## Given records
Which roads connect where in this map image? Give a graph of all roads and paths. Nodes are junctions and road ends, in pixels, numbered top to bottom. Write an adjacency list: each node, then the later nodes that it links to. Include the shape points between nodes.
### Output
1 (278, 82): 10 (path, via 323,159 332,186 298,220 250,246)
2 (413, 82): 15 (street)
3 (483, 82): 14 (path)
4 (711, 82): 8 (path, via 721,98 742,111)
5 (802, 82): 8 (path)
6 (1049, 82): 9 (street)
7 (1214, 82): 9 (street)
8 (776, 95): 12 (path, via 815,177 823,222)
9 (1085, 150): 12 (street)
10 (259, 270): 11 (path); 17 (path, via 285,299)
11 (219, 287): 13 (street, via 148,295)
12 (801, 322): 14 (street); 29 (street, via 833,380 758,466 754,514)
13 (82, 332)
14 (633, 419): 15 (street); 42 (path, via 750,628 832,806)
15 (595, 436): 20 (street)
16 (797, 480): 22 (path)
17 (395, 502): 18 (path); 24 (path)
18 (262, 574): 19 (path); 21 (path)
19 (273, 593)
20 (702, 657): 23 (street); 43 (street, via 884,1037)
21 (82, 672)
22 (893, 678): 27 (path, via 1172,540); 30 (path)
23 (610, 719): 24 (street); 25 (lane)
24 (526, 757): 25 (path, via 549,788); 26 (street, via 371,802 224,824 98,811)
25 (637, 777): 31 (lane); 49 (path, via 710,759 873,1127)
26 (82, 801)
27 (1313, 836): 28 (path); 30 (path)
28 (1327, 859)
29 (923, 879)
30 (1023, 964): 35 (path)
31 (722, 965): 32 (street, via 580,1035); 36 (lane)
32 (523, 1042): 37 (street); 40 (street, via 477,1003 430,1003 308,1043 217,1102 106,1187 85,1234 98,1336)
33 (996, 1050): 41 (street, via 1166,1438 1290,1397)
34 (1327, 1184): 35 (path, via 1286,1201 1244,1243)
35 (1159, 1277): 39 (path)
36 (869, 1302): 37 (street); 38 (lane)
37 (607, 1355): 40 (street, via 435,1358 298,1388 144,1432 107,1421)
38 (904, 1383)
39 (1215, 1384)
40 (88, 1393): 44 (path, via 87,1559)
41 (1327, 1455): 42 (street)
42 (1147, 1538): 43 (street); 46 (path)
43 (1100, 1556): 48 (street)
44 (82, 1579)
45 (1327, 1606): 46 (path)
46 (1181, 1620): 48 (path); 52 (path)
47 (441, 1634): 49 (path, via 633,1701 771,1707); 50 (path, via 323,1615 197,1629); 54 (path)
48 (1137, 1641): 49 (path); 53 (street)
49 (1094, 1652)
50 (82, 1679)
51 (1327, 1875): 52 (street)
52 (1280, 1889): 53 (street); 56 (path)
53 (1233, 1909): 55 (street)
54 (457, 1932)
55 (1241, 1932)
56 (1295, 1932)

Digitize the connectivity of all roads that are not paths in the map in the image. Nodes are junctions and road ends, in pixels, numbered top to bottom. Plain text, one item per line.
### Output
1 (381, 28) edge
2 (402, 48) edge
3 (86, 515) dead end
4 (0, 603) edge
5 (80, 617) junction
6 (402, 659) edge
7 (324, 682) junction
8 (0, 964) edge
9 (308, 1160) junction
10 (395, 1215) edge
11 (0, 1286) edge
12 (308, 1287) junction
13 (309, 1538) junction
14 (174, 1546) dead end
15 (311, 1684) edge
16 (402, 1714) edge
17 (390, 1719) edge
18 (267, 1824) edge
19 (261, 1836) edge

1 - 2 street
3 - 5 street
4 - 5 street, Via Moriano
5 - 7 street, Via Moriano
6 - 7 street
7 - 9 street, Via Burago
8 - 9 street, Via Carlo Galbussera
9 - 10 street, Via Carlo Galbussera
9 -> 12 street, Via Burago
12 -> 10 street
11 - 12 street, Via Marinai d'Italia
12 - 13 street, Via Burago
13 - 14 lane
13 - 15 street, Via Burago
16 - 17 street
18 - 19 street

## To do
Return all data verbatim.

## Output for this task
Which roads connect where in this map image? Give a graph of all roads and paths. Nodes are junctions and road ends, in pixels, numbered top to bottom. Write an adjacency list: each node, then the later nodes that it links to. Include the shape points between nodes.
### Output
1 (278, 82): 10 (path, via 323,159 332,186 298,220 250,246)
2 (413, 82): 15 (street)
3 (483, 82): 14 (path)
4 (711, 82): 8 (path, via 721,98 742,111)
5 (802, 82): 8 (path)
6 (1049, 82): 9 (street)
7 (1214, 82): 9 (street)
8 (776, 95): 12 (path, via 815,177 823,222)
9 (1085, 150): 12 (street)
10 (259, 270): 11 (path); 17 (path, via 285,299)
11 (219, 287): 13 (street, via 148,295)
12 (801, 322): 14 (street); 29 (street, via 833,380 758,466 754,514)
13 (82, 332)
14 (633, 419): 15 (street); 42 (path, via 750,628 832,806)
15 (595, 436): 20 (street)
16 (797, 480): 22 (path)
17 (395, 502): 18 (path); 24 (path)
18 (262, 574): 19 (path); 21 (path)
19 (273, 593)
20 (702, 657): 23 (street); 43 (street, via 884,1037)
21 (82, 672)
22 (893, 678): 27 (path, via 1172,540); 30 (path)
23 (610, 719): 24 (street); 25 (lane)
24 (526, 757): 25 (path, via 549,788); 26 (street, via 371,802 224,824 98,811)
25 (637, 777): 31 (lane); 49 (path, via 710,759 873,1127)
26 (82, 801)
27 (1313, 836): 28 (path); 30 (path)
28 (1327, 859)
29 (923, 879)
30 (1023, 964): 35 (path)
31 (722, 965): 32 (street, via 580,1035); 36 (lane)
32 (523, 1042): 37 (street); 40 (street, via 477,1003 430,1003 308,1043 217,1102 106,1187 85,1234 98,1336)
33 (996, 1050): 41 (street, via 1166,1438 1290,1397)
34 (1327, 1184): 35 (path, via 1286,1201 1244,1243)
35 (1159, 1277): 39 (path)
36 (869, 1302): 37 (street); 38 (lane)
37 (607, 1355): 40 (street, via 435,1358 298,1388 144,1432 107,1421)
38 (904, 1383)
39 (1215, 1384)
40 (88, 1393): 44 (path, via 87,1559)
41 (1327, 1455): 42 (street)
42 (1147, 1538): 43 (street); 46 (path)
43 (1100, 1556): 48 (street)
44 (82, 1579)
45 (1327, 1606): 46 (path)
46 (1181, 1620): 48 (path); 52 (path)
47 (441, 1634): 49 (path, via 633,1701 771,1707); 50 (path, via 323,1615 197,1629); 54 (path)
48 (1137, 1641): 49 (path); 53 (street)
49 (1094, 1652)
50 (82, 1679)
51 (1327, 1875): 52 (street)
52 (1280, 1889): 53 (street); 56 (path)
53 (1233, 1909): 55 (street)
54 (457, 1932)
55 (1241, 1932)
56 (1295, 1932)

Digitize the connectivity of all roads that are not paths in the map in the image. Nodes are junctions and road ends, in pixels, numbered top to bottom. Plain text, one item per line.
### Output
1 (381, 28) edge
2 (402, 48) edge
3 (86, 515) dead end
4 (0, 603) edge
5 (80, 617) junction
6 (402, 659) edge
7 (324, 682) junction
8 (0, 964) edge
9 (308, 1160) junction
10 (395, 1215) edge
11 (0, 1286) edge
12 (308, 1287) junction
13 (309, 1538) junction
14 (174, 1546) dead end
15 (311, 1684) edge
16 (402, 1714) edge
17 (390, 1719) edge
18 (267, 1824) edge
19 (261, 1836) edge

1 - 2 street
3 - 5 street
4 - 5 street, Via Moriano
5 - 7 street, Via Moriano
6 - 7 street
7 - 9 street, Via Burago
8 - 9 street, Via Carlo Galbussera
9 - 10 street, Via Carlo Galbussera
9 -> 12 street, Via Burago
12 -> 10 street
11 - 12 street, Via Marinai d'Italia
12 - 13 street, Via Burago
13 - 14 lane
13 - 15 street, Via Burago
16 - 17 street
18 - 19 street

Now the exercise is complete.